Muscular dystrophies (MD) are a genetically and clinically heterogeneous group of rare neuromuscular diseases that cause progressive weakness and breakdown of skeletal muscles over time. The disorders differ as to which muscles are primarily affected, the degree of weakness, how fast they worsen, and when symptoms begin. Some types are also associated with problems in other organs.

Over 30 different disorders are classified as muscular dystrophies. Of those, Duchenne muscular dystrophy (DMD) accounts for approximately 50% of cases and affects males beginning around the age of four. Other relatively common muscular dystrophies include Becker muscular dystrophy, facioscapulohumeral muscular dystrophy, and myotonic dystrophy, whereas limb–girdle muscular dystrophy and congenital muscular dystrophy are themselves groups of several – usually ultrarare – genetic disorders.

Muscular dystrophies are caused by mutations in genes, usually those involved in making muscle proteins. These mutations are either inherited from parents or may occur spontaneously during early development. Muscular dystrophies may be X-linked recessive, autosomal recessive, or autosomal dominant. Diagnosis often involves blood tests and genetic testing.

There is no cure for any disorder from the muscular dystrophy group. Several drugs designed to address the root cause are under development, including gene therapy (Microdystrophin), and antisense drugs (Ataluren, Eteplirsen etc.).  Other medications used include corticosteroids (Deflazacort), calcium channel blockers (Diltiazem) to slow skeletal and cardiac muscle degeneration, anticonvulsants to control seizures and some muscle activity, and immunosuppressants (Vamorolone) to delay damage to dying muscle cells. Physical therapy, braces, and corrective surgery may help with some symptoms while assisted ventilation may be required in those with weakness of breathing muscles.

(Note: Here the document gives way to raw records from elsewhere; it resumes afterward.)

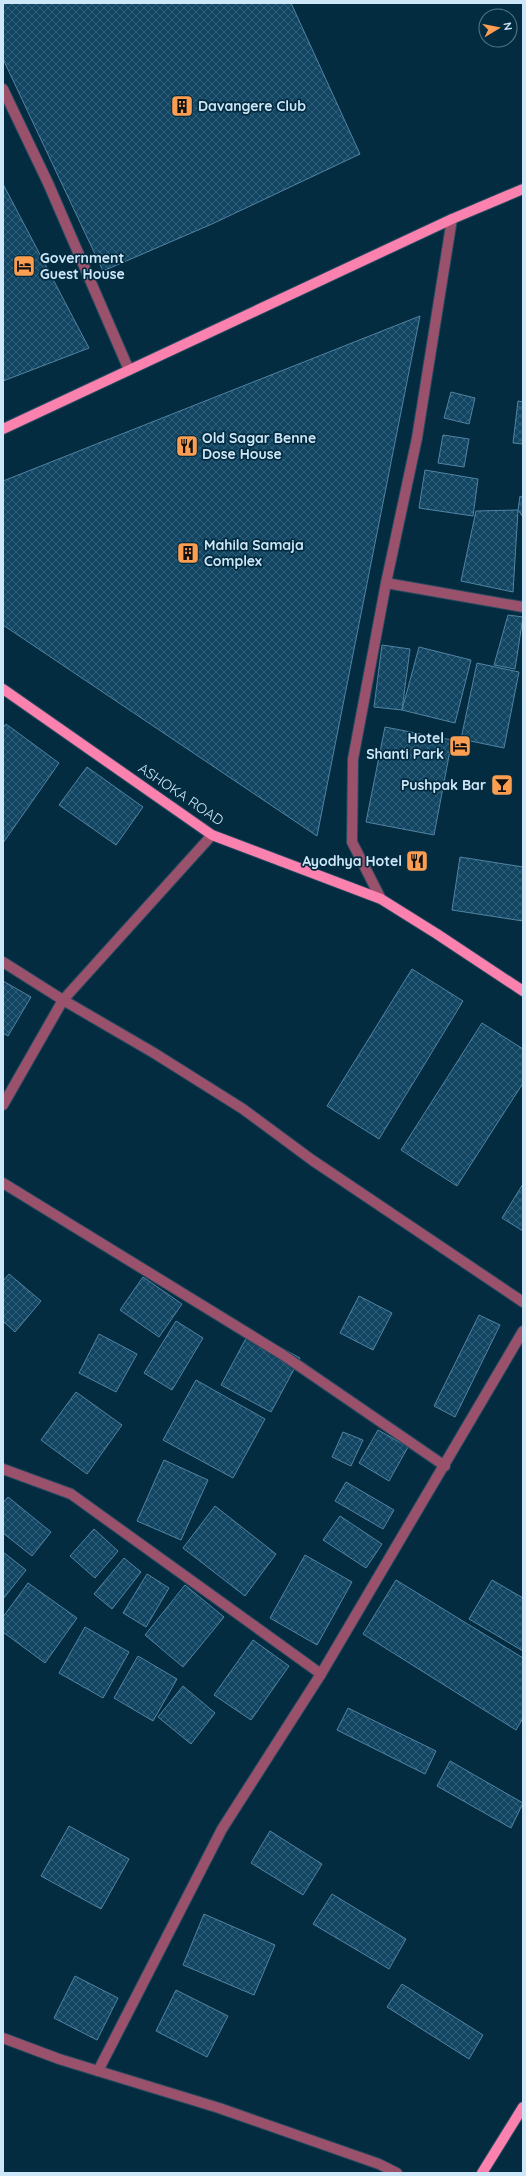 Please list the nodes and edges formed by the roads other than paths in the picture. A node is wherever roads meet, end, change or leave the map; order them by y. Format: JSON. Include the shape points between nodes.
{"nodes":[{"id":1,"x":3,"y":89,"type":"edge"},
{"id":2,"x":523,"y":189,"type":"edge"},
{"id":3,"x":452,"y":219,"type":"junction"},
{"id":4,"x":129,"y":370,"type":"junction"},
{"id":5,"x":3,"y":429,"type":"edge"},
{"id":6,"x":386,"y":582,"type":"junction"},
{"id":7,"x":523,"y":608,"type":"edge"},
{"id":8,"x":3,"y":689,"type":"edge"},
{"id":9,"x":212,"y":834,"type":"junction"},
{"id":10,"x":381,"y":899,"type":"junction"},
{"id":11,"x":3,"y":962,"type":"edge"},
{"id":12,"x":523,"y":991,"type":"edge"},
{"id":13,"x":63,"y":1000,"type":"junction"},
{"id":14,"x":3,"y":1105,"type":"edge"},
{"id":15,"x":3,"y":1183,"type":"edge"},
{"id":16,"x":523,"y":1302,"type":"edge"},
{"id":17,"x":523,"y":1331,"type":"edge"},
{"id":18,"x":445,"y":1466,"type":"junction"},
{"id":19,"x":3,"y":1469,"type":"edge"},
{"id":20,"x":321,"y":1674,"type":"junction"},
{"id":21,"x":3,"y":2038,"type":"edge"},
{"id":22,"x":98,"y":2071,"type":"junction"},
{"id":23,"x":523,"y":2107,"type":"edge"},
{"id":24,"x":397,"y":2173,"type":"edge"},
{"id":25,"x":482,"y":2173,"type":"edge"}],
"edges":[{"from":1,"to":4,"type":"street","via":[[48,183]]},
{"from":2,"to":3,"type":"main road"},
{"from":3,"to":4,"type":"main road"},
{"from":3,"to":6,"type":"street","via":[[417,438]]},
{"from":4,"to":5,"type":"main road"},
{"from":6,"to":7,"type":"street"},
{"from":6,"to":10,"type":"street","via":[[353,759],[352,842]]},
{"from":8,"to":9,"type":"main road","name":"ASHOKA ROAD"},
{"from":9,"to":10,"type":"main road","name":"ASHOKA ROAD"},
{"from":9,"to":13,"type":"street"},
{"from":10,"to":12,"type":"main road","name":"ASHOKA ROAD"},
{"from":11,"to":13,"type":"street"},
{"from":13,"to":14,"type":"street"},
{"from":13,"to":16,"type":"street","via":[[243,1109],[312,1160]]},
{"from":15,"to":18,"type":"street","via":[[283,1355]]},
{"from":17,"to":18,"type":"street"},
{"from":18,"to":20,"type":"street"},
{"from":19,"to":20,"type":"street","via":[[71,1494]]},
{"from":20,"to":22,"type":"street","via":[[222,1829]]},
{"from":21,"to":22,"type":"street"},
{"from":22,"to":24,"type":"street","via":[[220,2108],[379,2164]]},
{"from":23,"to":25,"type":"main road"}]}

Outcomes depend on the specific type of disorder. Many affected people will eventually become unable to walk and Duchenne muscular dystrophy in particular is associated with shortened life expectancy.

Muscular dystrophy was first described in the 1830s by Charles Bell. The word "dystrophy" comes from the Greek dys, meaning "no, un-" and troph- meaning "nourish".

Signs and symptoms
The signs and symptoms consistent with muscular dystrophy are:

Causes
The majority of muscular dystrophies are inherited; the different muscular dystrophies follow various inheritance patterns (X-linked, autosomal recessive or autosomal dominant). In a small percentage of patients, the disorder may have been caused by a de novo (spontaneous) mutation.

Diagnosis
The diagnosis of muscular dystrophy is based on the results of muscle biopsy, increased creatine phosphokinase (CpK3), electromyography, and genetic testing. A physical examination and the patient's medical history will help the doctor determine the type of muscular dystrophy. Specific muscle groups are affected by different types of muscular dystrophy.

Classification

Management

Currently, there is no cure for muscular dystrophy. In terms of management, physical therapy, occupational therapy, orthotic intervention (e.g., ankle-foot orthosis), speech therapy, and respiratory therapy may be helpful. Low intensity corticosteroids such as prednisone, and deflazacort may help to maintain muscle tone. Orthoses (orthopedic appliances used for support) and corrective orthopedic surgery may be needed to improve the quality of life in some cases. The cardiac problems that occur with Emery–Dreifuss muscular dystrophy (EDMD) and myotonic muscular dystrophy may require a pacemaker. The myotonia (delayed relaxation of a muscle after a strong contraction) occurring in myotonic muscular dystrophy may be treated with medications such as quinine.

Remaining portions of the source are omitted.